In recent years, the United States military has maintained a significant presence in countries like Colombia, Panama, and Honduras to conduct Foreign Internal Defense (FID) operations, aimed at preparing partner forces to effectively combat TCOs. FID and Security Force Assistance (SFA) operations should include US military support for other nations in the region, such as El Salvador, Bolivia, and Mexico.
Historically, countries like Mexico have been hesitant or resistant to accepting US military support; however, this trend has recently shifted. In a positive development, the Mexican Senate has approved a small contingent of US Special Operations Forces (SOF) to assist Mexican SOF personnel.
In addition to expanding FID operations, the United States might explore granting broader authorities to allow US military forces to assist regional partners in targeting and operational planning against TCOs. While some may oppose this option, expanded authorities should not come as a surprise, given that the new administration has designated several TCOs as terrorist organizations. This designation opens the door for discussions on expanded authorities.
Conclusion
During the Cold War, Latin America was a primary focus of US policy.
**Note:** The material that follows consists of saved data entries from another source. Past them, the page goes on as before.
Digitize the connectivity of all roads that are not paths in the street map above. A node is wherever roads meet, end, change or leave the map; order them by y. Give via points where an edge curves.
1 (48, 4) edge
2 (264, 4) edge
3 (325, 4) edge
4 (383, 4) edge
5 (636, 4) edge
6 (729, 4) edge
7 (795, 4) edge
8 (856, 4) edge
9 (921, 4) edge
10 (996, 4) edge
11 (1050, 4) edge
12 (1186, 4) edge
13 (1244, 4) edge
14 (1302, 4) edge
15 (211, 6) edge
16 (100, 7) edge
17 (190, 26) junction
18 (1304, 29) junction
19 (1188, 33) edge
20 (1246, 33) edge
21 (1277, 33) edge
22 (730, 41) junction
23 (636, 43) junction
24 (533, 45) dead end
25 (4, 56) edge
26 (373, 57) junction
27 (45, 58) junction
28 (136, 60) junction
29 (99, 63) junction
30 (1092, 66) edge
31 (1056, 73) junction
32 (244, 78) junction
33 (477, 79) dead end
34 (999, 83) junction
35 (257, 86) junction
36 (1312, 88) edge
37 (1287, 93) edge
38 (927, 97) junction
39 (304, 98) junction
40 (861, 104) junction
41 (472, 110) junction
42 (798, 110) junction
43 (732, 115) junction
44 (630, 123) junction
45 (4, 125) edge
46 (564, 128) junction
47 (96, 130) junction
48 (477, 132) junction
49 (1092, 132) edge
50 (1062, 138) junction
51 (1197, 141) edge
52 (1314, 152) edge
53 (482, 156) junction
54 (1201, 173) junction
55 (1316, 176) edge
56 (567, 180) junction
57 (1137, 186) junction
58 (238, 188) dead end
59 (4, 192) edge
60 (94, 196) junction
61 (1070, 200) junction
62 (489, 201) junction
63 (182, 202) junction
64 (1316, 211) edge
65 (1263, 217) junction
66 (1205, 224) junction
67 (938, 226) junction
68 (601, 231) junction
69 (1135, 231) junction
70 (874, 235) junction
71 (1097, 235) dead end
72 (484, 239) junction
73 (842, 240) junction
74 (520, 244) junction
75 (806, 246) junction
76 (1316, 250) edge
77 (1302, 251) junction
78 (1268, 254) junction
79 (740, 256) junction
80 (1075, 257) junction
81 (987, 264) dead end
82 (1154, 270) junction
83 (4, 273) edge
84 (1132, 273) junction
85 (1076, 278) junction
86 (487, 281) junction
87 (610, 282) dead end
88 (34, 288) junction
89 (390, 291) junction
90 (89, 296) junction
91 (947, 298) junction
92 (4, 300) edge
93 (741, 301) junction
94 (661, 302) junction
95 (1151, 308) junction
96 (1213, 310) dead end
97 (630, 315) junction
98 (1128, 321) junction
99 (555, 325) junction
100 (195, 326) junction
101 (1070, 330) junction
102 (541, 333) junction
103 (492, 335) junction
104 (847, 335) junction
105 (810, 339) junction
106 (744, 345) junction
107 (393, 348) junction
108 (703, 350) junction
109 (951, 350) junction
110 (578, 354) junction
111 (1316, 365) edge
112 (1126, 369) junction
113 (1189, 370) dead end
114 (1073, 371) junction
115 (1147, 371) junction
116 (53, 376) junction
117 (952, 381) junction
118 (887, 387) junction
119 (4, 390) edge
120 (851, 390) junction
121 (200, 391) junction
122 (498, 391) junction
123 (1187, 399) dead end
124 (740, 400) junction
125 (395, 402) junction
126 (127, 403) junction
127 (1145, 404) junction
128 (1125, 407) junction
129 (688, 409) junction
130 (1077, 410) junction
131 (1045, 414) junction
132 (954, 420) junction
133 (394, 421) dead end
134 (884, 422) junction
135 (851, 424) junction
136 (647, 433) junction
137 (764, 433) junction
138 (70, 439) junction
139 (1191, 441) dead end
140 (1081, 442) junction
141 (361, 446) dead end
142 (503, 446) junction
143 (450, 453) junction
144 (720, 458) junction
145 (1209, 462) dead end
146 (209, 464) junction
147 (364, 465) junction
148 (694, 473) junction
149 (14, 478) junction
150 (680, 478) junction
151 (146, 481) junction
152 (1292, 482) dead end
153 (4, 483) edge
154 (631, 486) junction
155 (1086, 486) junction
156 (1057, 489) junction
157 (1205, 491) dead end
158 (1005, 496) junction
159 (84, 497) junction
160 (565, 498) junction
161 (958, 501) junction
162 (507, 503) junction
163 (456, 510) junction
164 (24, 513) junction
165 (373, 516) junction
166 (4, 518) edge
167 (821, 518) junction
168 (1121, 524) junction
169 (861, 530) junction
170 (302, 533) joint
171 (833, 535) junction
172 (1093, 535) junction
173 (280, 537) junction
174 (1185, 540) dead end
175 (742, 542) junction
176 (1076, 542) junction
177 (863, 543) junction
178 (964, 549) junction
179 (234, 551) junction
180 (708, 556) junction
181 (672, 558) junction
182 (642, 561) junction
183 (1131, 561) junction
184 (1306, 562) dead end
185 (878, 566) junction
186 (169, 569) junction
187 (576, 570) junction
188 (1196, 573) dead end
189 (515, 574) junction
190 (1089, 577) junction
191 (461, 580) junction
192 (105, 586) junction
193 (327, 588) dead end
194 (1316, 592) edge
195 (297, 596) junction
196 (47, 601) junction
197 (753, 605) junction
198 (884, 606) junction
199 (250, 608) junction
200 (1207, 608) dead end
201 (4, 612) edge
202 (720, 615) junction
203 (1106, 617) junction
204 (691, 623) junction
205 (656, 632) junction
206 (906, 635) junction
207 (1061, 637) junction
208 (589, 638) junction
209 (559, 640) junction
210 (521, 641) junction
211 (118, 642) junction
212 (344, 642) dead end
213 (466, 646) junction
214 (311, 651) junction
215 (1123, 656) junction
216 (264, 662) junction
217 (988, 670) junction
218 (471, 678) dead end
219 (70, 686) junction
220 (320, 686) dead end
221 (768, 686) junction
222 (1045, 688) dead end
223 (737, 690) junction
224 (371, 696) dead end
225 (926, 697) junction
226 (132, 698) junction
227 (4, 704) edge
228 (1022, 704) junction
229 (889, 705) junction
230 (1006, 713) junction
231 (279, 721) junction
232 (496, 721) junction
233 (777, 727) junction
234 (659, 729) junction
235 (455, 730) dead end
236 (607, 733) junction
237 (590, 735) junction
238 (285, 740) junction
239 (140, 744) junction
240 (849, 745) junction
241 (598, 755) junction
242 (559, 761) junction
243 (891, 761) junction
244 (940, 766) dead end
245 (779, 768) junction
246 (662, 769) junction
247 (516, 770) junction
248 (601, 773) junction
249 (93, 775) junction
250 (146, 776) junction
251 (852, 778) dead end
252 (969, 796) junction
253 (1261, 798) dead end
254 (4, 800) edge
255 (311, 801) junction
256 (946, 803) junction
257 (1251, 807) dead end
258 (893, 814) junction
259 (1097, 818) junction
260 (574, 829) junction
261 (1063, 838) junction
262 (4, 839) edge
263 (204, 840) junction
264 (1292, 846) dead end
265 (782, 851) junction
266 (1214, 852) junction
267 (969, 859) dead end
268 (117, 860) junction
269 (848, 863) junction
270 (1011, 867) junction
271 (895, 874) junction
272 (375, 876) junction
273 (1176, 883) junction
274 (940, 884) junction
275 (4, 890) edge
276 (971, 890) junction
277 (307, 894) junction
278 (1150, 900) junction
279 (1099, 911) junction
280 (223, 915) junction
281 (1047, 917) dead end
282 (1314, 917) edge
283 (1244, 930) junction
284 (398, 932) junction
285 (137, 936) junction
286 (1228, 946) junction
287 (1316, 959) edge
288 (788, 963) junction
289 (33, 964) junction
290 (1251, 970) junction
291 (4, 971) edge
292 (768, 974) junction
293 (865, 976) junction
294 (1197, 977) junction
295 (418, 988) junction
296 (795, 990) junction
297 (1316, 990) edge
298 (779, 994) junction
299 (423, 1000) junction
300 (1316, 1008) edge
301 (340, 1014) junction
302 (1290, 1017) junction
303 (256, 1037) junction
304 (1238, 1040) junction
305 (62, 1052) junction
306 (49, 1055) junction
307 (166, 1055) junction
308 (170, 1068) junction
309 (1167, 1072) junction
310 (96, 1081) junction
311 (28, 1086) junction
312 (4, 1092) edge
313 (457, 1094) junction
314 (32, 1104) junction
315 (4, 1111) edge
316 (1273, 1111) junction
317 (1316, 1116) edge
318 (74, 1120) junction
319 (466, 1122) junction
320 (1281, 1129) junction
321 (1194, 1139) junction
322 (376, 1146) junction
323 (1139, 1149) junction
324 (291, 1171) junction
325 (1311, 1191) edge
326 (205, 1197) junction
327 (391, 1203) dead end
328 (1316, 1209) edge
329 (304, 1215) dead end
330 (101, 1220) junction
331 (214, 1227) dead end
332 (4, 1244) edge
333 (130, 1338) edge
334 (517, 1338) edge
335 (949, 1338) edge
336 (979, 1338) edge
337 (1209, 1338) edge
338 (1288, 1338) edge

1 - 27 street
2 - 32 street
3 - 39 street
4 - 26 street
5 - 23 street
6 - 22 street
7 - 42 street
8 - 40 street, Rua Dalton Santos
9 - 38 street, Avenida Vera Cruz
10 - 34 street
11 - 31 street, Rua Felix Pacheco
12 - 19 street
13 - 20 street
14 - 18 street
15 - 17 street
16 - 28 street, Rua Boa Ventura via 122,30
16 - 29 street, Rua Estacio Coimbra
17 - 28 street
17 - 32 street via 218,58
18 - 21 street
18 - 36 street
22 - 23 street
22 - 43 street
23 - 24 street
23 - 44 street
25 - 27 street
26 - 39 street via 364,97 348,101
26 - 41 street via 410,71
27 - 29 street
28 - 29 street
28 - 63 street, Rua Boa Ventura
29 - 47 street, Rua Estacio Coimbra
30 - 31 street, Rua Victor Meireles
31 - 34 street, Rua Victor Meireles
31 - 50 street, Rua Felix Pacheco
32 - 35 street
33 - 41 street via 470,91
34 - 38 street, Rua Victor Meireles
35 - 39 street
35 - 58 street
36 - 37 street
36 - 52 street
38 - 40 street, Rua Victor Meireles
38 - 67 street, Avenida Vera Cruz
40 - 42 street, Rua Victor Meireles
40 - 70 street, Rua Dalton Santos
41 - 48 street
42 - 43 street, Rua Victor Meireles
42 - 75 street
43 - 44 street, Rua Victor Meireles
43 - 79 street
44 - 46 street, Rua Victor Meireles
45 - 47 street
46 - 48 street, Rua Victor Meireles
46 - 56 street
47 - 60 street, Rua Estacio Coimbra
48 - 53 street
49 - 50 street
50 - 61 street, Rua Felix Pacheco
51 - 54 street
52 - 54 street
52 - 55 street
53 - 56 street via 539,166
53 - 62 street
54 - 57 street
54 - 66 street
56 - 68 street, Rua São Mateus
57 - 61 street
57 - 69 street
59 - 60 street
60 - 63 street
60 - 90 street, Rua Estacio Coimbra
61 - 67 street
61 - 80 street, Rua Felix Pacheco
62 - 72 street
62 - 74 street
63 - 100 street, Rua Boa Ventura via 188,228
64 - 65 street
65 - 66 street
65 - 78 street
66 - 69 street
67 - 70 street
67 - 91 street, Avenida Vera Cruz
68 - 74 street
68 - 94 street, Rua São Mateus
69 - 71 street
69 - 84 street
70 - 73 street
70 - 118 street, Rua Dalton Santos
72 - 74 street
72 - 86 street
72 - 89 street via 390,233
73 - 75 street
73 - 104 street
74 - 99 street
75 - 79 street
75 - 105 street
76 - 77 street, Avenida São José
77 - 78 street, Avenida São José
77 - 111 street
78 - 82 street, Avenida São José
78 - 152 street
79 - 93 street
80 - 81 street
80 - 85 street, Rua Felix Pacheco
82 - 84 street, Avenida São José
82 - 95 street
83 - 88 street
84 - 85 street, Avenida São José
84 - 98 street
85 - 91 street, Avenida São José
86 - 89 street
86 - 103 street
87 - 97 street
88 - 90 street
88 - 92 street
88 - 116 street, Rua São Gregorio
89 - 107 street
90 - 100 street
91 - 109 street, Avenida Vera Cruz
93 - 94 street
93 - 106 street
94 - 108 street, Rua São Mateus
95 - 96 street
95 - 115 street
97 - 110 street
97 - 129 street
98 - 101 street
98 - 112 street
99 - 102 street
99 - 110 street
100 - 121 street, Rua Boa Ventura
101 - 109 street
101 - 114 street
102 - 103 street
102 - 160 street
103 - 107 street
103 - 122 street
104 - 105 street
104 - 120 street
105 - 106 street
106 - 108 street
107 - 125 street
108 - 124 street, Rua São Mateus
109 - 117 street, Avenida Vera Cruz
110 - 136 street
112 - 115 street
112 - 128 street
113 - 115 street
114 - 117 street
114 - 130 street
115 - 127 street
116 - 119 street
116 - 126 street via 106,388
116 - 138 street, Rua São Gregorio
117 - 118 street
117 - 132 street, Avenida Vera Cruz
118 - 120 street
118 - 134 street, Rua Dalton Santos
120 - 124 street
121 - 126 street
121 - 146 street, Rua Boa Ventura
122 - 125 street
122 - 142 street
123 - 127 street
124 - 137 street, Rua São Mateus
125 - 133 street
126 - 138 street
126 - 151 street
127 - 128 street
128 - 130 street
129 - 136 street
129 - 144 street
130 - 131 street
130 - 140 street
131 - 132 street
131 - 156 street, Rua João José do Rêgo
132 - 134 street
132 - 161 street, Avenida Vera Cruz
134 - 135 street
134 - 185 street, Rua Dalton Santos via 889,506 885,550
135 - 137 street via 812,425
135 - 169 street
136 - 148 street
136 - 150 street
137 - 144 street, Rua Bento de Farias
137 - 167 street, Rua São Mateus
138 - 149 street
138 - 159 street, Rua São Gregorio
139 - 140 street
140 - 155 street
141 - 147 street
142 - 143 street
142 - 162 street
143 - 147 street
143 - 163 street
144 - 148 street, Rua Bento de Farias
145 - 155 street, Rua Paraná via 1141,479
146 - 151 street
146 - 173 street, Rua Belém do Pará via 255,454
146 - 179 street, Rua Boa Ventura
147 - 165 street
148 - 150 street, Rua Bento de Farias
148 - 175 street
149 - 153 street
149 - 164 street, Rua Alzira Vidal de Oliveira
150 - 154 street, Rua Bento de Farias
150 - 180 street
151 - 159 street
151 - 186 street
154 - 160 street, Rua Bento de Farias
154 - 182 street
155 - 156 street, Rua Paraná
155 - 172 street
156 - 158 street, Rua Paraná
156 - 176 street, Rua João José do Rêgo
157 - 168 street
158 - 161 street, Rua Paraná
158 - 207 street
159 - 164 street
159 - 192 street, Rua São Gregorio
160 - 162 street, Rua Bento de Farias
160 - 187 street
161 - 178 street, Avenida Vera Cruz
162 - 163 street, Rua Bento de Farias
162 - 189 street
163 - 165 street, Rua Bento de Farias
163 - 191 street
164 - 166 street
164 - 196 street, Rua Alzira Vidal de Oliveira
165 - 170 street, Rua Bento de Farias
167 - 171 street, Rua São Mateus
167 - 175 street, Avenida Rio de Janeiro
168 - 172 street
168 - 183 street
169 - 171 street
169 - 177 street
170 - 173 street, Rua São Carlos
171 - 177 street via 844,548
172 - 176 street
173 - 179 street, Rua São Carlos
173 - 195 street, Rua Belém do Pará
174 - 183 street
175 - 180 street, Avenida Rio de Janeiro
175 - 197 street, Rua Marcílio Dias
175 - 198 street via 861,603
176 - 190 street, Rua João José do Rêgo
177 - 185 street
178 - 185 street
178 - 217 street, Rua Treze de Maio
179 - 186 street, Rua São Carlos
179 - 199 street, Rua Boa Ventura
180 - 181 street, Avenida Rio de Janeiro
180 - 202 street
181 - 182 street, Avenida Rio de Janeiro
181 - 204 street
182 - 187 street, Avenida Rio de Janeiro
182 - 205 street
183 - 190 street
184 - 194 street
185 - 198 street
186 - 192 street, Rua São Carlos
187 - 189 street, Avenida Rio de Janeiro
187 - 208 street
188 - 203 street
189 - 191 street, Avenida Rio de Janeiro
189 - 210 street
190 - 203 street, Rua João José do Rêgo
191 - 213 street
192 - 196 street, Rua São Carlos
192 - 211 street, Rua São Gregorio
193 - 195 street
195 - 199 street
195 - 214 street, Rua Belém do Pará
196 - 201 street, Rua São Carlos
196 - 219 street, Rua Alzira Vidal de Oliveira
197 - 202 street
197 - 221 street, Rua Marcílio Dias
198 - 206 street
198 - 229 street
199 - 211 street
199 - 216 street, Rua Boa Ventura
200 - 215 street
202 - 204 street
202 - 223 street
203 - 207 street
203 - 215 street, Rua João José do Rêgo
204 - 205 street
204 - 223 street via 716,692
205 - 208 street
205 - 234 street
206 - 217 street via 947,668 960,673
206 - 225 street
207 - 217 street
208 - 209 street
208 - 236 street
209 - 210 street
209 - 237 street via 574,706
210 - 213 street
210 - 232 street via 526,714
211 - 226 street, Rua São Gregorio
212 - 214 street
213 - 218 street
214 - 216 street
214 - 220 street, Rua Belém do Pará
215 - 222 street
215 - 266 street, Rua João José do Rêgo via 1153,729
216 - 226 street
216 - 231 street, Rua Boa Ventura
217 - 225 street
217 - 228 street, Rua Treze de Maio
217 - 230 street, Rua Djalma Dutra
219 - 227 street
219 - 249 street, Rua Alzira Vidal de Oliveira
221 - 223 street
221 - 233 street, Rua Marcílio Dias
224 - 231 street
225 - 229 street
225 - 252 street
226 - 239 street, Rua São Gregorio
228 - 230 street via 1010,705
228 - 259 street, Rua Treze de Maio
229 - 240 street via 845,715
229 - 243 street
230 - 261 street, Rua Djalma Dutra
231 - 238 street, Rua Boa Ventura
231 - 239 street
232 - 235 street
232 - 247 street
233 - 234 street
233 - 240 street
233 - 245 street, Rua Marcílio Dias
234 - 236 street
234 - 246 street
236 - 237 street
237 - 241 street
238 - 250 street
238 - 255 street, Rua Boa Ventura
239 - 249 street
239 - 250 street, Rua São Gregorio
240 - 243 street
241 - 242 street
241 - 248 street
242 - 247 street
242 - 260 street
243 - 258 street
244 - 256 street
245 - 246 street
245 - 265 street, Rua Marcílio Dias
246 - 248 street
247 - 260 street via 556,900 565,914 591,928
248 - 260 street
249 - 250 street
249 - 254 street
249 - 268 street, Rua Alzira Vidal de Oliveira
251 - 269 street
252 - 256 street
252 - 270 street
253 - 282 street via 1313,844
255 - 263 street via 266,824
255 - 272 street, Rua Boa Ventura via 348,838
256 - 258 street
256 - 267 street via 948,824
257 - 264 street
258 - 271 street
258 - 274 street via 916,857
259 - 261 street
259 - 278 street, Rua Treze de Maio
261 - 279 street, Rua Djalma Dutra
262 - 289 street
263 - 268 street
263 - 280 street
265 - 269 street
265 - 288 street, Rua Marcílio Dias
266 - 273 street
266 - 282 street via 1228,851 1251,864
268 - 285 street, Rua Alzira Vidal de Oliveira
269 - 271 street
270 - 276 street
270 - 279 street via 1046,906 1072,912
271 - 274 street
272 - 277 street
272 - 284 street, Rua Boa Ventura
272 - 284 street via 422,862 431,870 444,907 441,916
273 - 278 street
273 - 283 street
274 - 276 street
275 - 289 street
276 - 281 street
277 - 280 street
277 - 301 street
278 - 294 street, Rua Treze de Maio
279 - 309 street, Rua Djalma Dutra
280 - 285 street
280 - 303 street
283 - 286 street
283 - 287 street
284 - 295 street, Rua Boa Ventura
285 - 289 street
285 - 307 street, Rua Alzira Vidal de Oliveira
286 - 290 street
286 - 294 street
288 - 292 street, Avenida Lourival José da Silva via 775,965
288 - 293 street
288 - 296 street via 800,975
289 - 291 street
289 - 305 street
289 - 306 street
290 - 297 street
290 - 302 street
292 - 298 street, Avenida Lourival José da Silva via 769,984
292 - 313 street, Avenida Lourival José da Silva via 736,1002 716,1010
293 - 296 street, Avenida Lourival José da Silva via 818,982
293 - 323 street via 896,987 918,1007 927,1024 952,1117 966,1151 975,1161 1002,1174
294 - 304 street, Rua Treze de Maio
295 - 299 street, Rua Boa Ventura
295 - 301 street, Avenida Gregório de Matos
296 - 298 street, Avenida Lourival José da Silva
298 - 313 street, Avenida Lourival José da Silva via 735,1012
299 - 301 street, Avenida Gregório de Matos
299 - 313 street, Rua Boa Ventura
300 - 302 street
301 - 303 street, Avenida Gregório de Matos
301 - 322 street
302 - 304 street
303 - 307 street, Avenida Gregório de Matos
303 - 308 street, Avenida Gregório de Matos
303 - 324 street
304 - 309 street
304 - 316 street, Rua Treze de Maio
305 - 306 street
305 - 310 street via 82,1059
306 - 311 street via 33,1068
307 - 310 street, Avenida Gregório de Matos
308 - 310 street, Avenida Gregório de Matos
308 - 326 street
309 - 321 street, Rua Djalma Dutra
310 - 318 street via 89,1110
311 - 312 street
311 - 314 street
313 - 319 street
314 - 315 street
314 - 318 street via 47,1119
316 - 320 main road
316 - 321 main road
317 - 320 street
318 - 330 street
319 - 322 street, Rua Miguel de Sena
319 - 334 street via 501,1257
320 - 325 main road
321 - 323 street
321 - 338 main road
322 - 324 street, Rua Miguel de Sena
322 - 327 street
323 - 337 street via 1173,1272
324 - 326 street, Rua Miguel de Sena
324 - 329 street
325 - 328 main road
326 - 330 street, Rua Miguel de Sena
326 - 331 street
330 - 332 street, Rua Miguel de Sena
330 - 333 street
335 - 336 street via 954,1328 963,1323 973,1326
The United States worked diligently to maintain regional hegemony and prevent the spread of communist ideology in the Western Hemisphere. Today, Latin America and the southern border have again become focal points for the current US administration.
With the rising influence of China in the region and the ongoing impact of TCOs on American life, the United States must develop deliberate policies and strategies to maintain its hegemonic influence while promoting stability. This strategy should consist of a two-pronged approach that emphasizes both economic investment and regional security. Such an approach could disrupt Chinese influence while fostering a safer and more stable region, ultimately reducing migration northward—a key objective for the current administration.
The views expressed are those of the author and do not reflect the official policy or position of the US Army, Department of Defense or the US Government.